When will he start getting really nervous?
“Last August,” he quipped. “I’m always nervous.”
Steilen is best known as a script-doctor for movies such as “There’s Something About Mary” and “Dumb and Dumber,” but he has also written many of his own screenplays. In fact, Steilen and collaborator Jess Walter, the Spokane novelist, may have the distinction of selling the last property in Hollywood before the strike deadline.
Here’s how it happened: He and Walter had been working on a pitch – a story outline – for a movie called “Teach,” about a burned-out teacher who organizes his detention students into a heist squad. Steilen and Walter had even received some interest from Jack Nicholson. So, three weeks before the strike deadline, Steilen and Walter went to Hollywood to pitch the idea to some studios.
They sensed that the studios were reluctant to buy an idea that still lacked a script, with a strike looming. So Steilen said to Walter, “We can knock this script out and then, when they hear it’s already finished, they’ll have no strike worries.”
They came back to Spokane, holed themselves up in Steilen’s office for three weeks and pounded out the whole thing.
“It’s the fastest script I ever did,” said Steilen. “And then we said (to the studios), ‘And by the way, the script’s done.’ Bam, suddenly they did our deal that day.”
Steilen said he was told it was “the last sale in Los Angeles” before the deadline. He has no way of verifying that, however.
“It could be B.S., but it’s a fun story, anyway,” said Steilen.
So now Steilen has plenty of existing projects to fiddle with. He and Walter are also working on a script on spec about some aging hard rockers who suddenly find themselves stars of the kiddie music scene. Think Keith Richard turning into a Wiggle.
Steilen was raised in Spokane and originally had plans to be a poet.
“My father was a Jesuit-educated intellectual who thought movies were for sub-mentals,” said Steilen. “(Pause) And has been proven correct.”
He went to college at the University of Washington, University of Massachusetts, the University of Southern California and the UCLA film school.
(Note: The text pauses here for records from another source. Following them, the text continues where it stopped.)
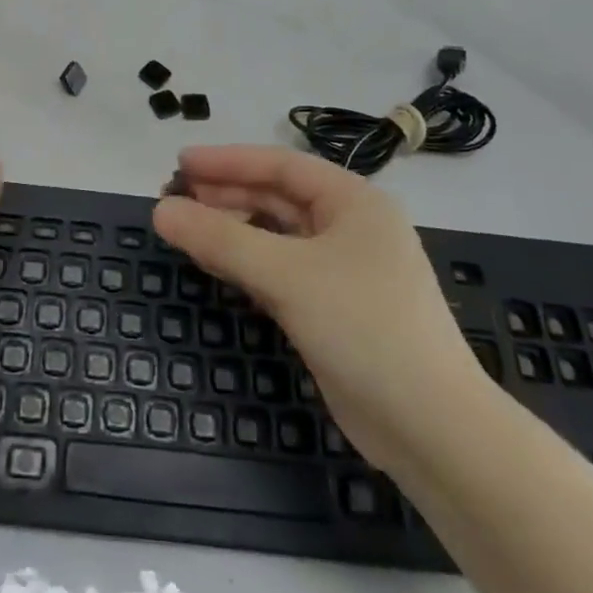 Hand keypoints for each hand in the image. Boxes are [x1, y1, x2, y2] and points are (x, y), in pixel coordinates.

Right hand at [154, 145, 491, 468]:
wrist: (432, 431)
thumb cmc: (364, 328)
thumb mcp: (287, 275)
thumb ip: (220, 239)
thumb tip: (160, 210)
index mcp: (353, 201)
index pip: (280, 165)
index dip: (227, 161)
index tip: (179, 164)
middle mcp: (350, 227)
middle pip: (276, 198)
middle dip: (225, 196)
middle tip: (172, 198)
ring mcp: (342, 270)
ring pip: (275, 236)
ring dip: (231, 230)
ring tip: (184, 228)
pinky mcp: (332, 308)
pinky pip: (278, 271)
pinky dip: (245, 264)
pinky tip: (214, 265) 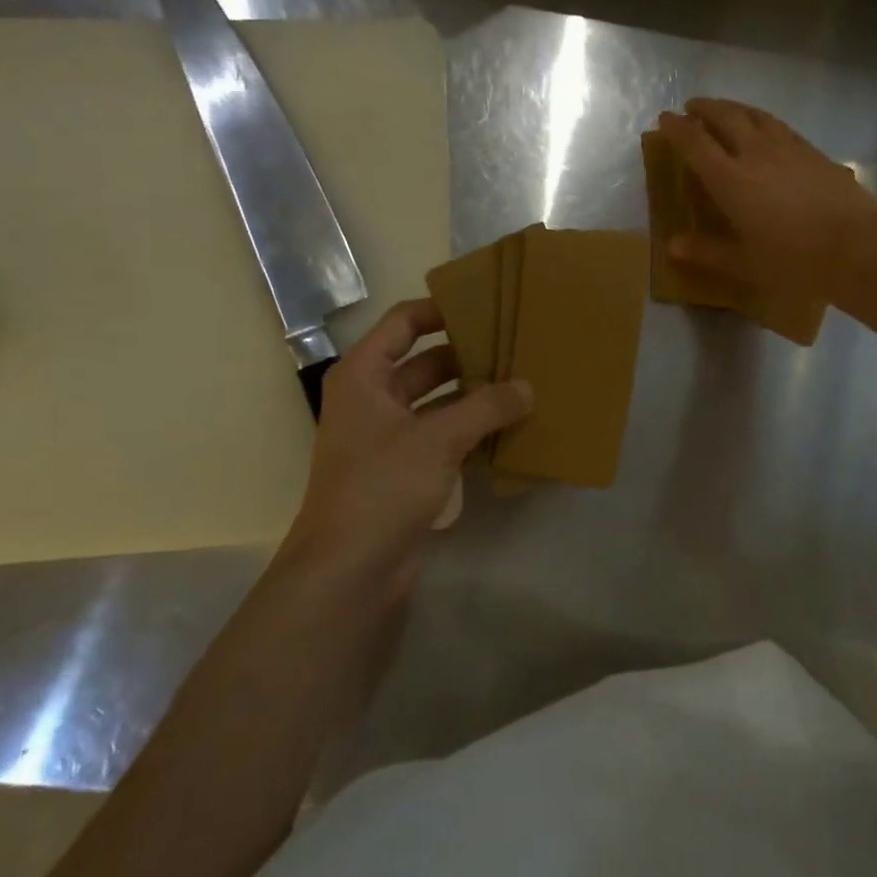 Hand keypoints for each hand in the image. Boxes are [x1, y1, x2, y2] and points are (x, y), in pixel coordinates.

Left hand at [289, 300, 530, 581]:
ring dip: (475, 396)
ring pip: (439, 402)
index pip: (404, 323)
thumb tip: (527, 387)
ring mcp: (389, 436)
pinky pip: (443, 436)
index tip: (487, 307)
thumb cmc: (382, 487)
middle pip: (426, 362)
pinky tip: (510, 430)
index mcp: (364, 375)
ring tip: (523, 385)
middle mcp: (373, 399)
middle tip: (518, 348)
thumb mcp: (437, 439)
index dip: (442, 310)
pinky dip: (472, 431)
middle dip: (469, 356)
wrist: (349, 569)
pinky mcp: (406, 469)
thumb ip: (486, 407)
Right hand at [655, 99, 876, 298]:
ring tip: (724, 110)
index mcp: (730, 180)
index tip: (664, 119)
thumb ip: (706, 251)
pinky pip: (779, 126)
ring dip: (733, 108)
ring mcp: (788, 148)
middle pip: (725, 117)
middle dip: (704, 109)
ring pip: (754, 115)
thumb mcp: (744, 263)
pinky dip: (761, 120)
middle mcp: (755, 154)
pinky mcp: (813, 151)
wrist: (856, 247)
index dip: (677, 128)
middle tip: (691, 108)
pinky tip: (764, 129)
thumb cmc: (793, 260)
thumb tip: (672, 245)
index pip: (695, 143) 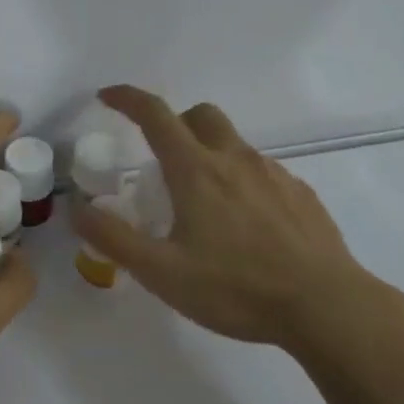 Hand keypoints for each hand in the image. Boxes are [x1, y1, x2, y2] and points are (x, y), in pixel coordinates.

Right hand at [72, 85, 403, 354]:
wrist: (326, 306)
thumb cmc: (237, 288)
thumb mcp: (162, 273)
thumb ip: (114, 238)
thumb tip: (77, 209)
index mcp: (196, 171)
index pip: (155, 114)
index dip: (127, 98)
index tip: (107, 97)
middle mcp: (235, 160)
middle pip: (201, 115)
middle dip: (176, 123)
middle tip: (162, 162)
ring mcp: (274, 174)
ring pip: (233, 145)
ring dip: (210, 156)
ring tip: (205, 208)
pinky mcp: (301, 194)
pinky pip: (262, 172)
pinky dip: (242, 182)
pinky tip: (247, 227) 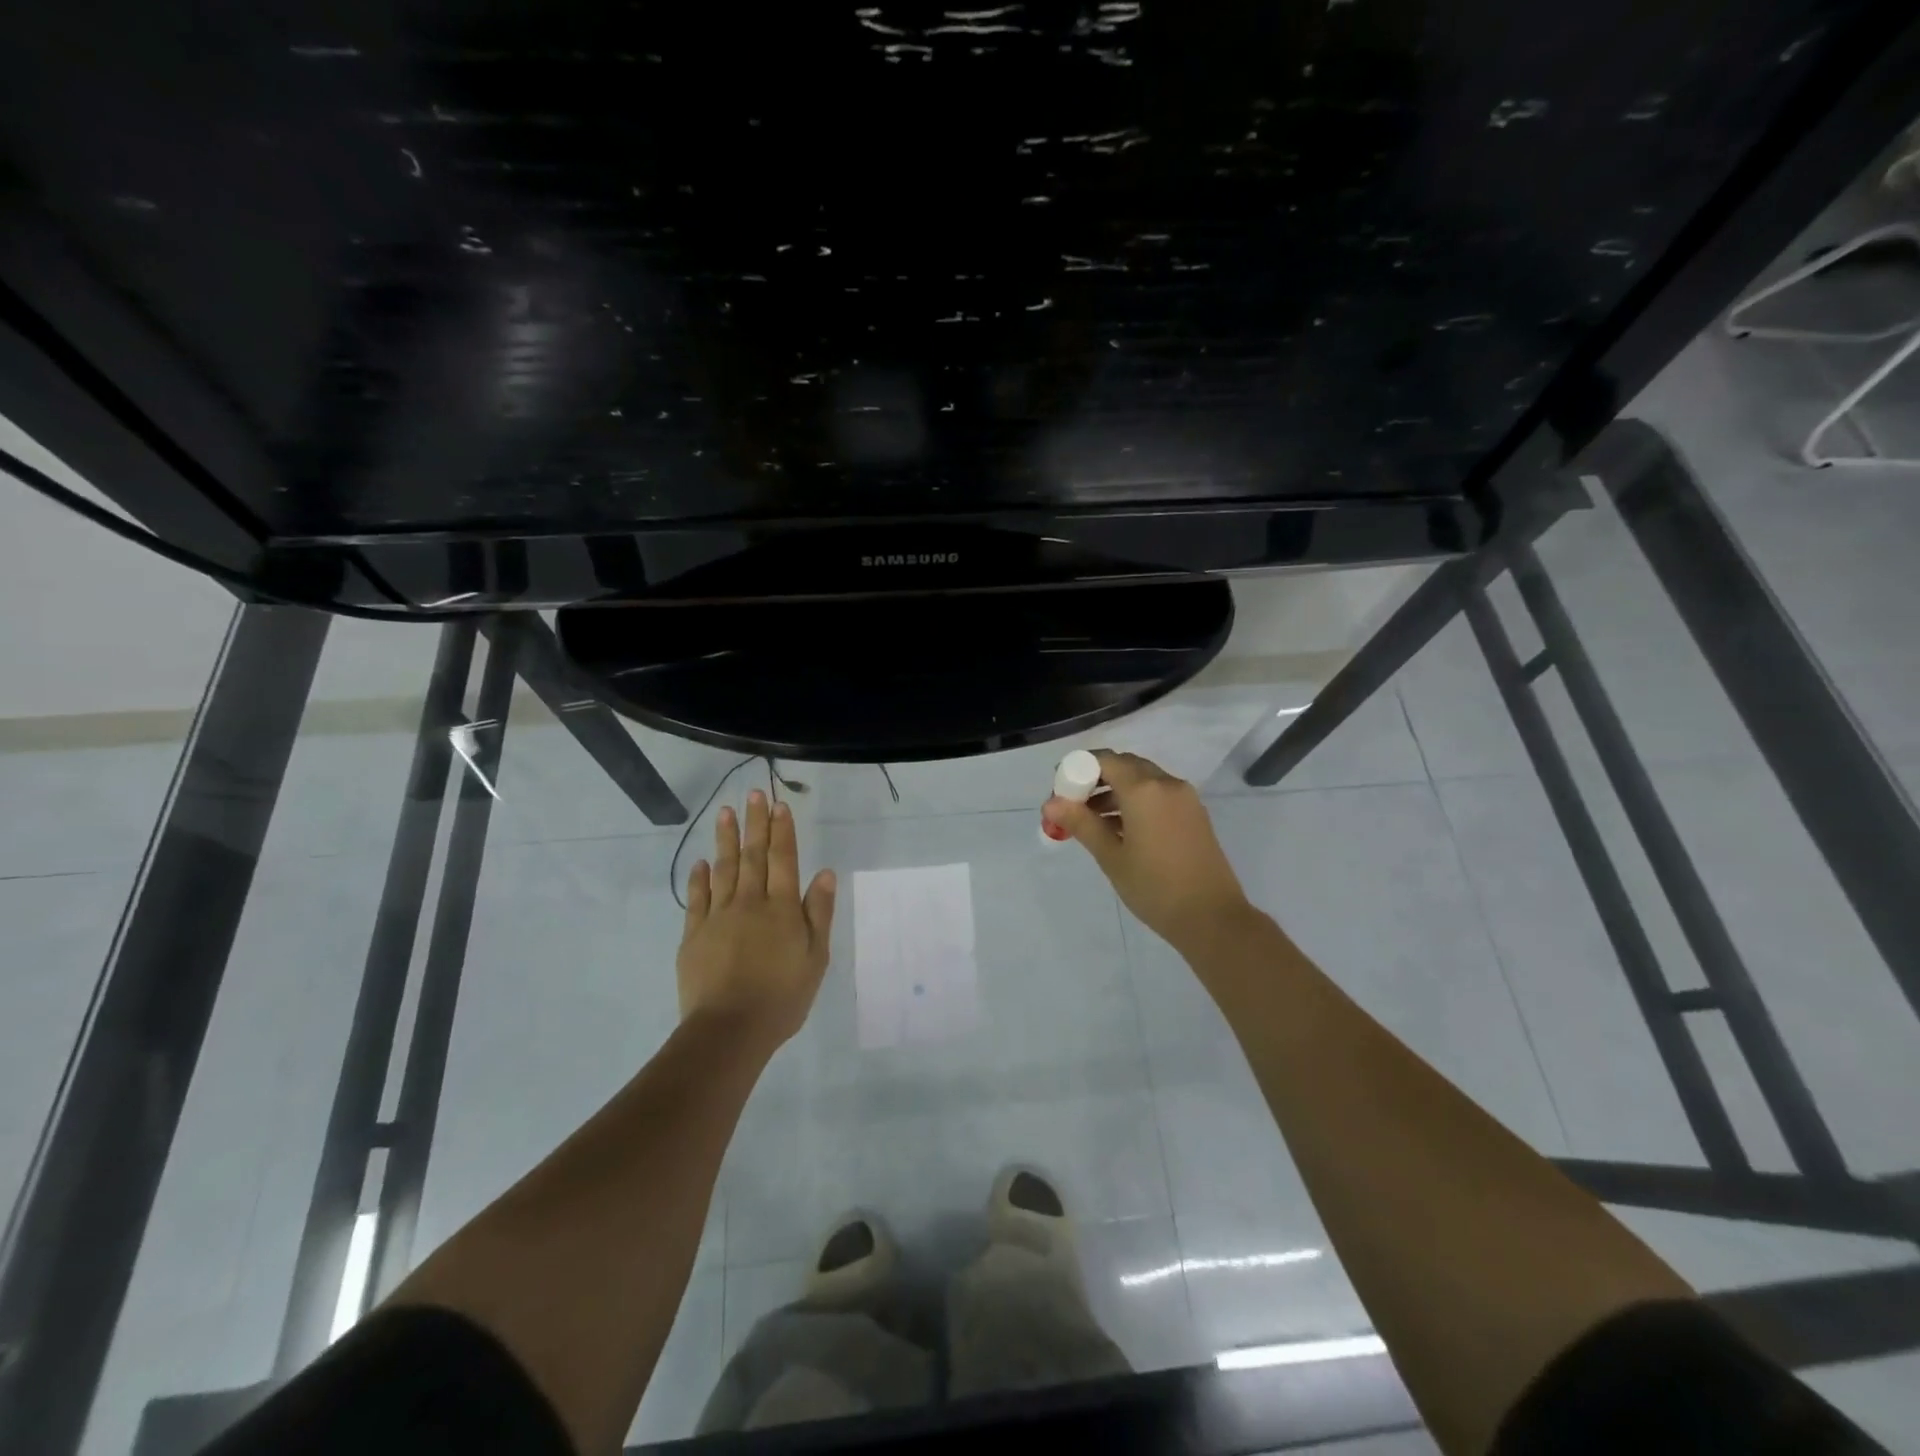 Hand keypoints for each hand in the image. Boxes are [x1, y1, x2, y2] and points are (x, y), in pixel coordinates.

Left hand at [678, 789, 836, 1049]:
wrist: (729, 1030)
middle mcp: (750, 903)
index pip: (783, 859)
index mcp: (781, 908)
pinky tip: (701, 862)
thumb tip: (823, 873)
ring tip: (725, 813)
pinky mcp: (694, 935)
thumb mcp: (816, 958)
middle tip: (753, 794)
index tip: (779, 805)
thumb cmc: (782, 997)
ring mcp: (718, 917)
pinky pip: (697, 899)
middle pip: (753, 856)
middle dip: (755, 823)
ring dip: (725, 839)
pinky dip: (700, 878)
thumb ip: (818, 913)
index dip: (782, 831)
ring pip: (723, 869)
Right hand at [1043, 750, 1256, 954]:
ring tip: (1092, 821)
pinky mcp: (1194, 814)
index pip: (1105, 760)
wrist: (1212, 918)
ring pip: (1143, 780)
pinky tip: (1121, 829)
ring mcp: (1185, 798)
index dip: (1079, 768)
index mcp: (1144, 790)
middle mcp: (1167, 784)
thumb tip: (1051, 803)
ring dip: (1116, 790)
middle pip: (1125, 766)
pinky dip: (1137, 801)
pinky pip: (1159, 794)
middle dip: (1097, 778)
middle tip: (1074, 803)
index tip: (1060, 788)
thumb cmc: (1155, 887)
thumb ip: (1081, 823)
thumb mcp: (1111, 857) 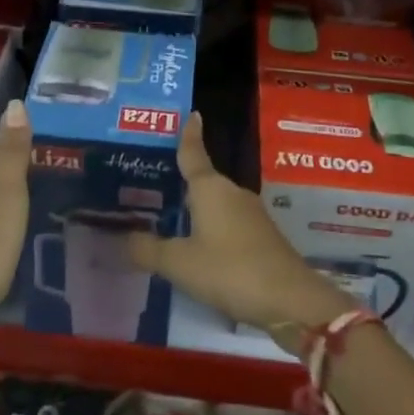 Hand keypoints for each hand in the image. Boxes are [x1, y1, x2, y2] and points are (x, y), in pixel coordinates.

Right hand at [126, 112, 356, 345]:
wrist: (291, 301)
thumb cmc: (230, 270)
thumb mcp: (180, 263)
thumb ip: (149, 250)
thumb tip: (123, 238)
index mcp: (210, 188)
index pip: (194, 153)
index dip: (189, 135)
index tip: (191, 113)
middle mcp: (232, 193)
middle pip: (202, 181)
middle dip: (180, 181)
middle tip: (150, 183)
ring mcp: (250, 215)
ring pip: (215, 204)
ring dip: (195, 209)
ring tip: (166, 217)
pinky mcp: (261, 238)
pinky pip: (227, 224)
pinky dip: (210, 229)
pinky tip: (196, 247) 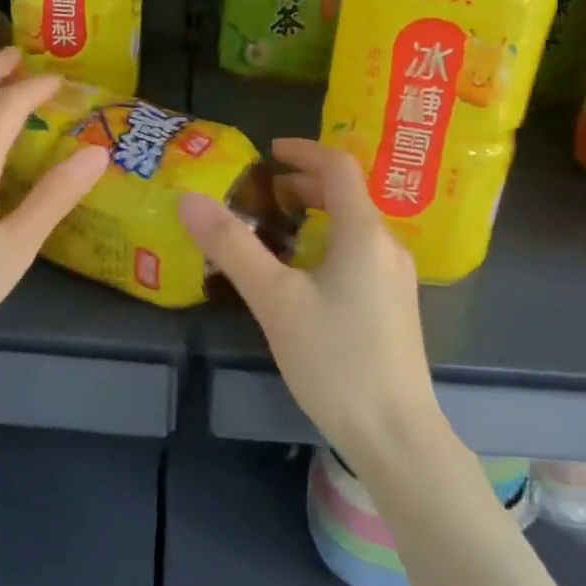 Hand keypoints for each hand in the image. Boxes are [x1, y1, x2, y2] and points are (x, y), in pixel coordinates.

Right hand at [177, 138, 438, 460]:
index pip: (340, 167)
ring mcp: (396, 279)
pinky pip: (360, 253)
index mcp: (364, 232)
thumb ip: (233, 246)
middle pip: (349, 195)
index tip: (269, 151)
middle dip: (306, 184)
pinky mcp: (394, 307)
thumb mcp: (275, 299)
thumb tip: (189, 200)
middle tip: (264, 193)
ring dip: (317, 214)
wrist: (395, 434)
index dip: (304, 151)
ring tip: (278, 229)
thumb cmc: (335, 358)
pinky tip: (304, 275)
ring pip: (355, 226)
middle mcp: (387, 246)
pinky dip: (328, 242)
After that first abortive TV writing attempt, he spent time teaching college English in San Diego and then slowly made his way back to Hollywood, partly with the help of his old G-Prep pal, Julia Sweeney.
Steilen honed his craft and cultivated relationships. By the mid-1990s he became known for his ability to adapt an existing script for a specific star, i.e., “Dumb and Dumber” for Jim Carrey. He also wrote and directed his own movie, “The Settlement,” starring John C. Reilly, in 1999 for HBO.
Then, in 2002, he moved to Spokane with his wife Carrie and two children. He wanted to come back home, but he was nervous about how it would affect his career. Would he disappear from the Hollywood radar?
“Smartest career move I ever made,” he says now. “Suddenly, when I wasn’t in town, I became so much smarter.”
Hollywood has been throwing plenty of work his way, but if the strike doesn’t end soon, that could dry up. And for TV writers, the work has already dried up.
“Sometimes it sounds like people are making fortunes,” said Steilen. “But those shows come and go so fast. You might get paid well for a year and not have a job for three or four years. It’s a high risk business, and the guild mitigates that risk. I’m a supporter of the union and a supporter of the strike, but do I wish it never happened? Yes.”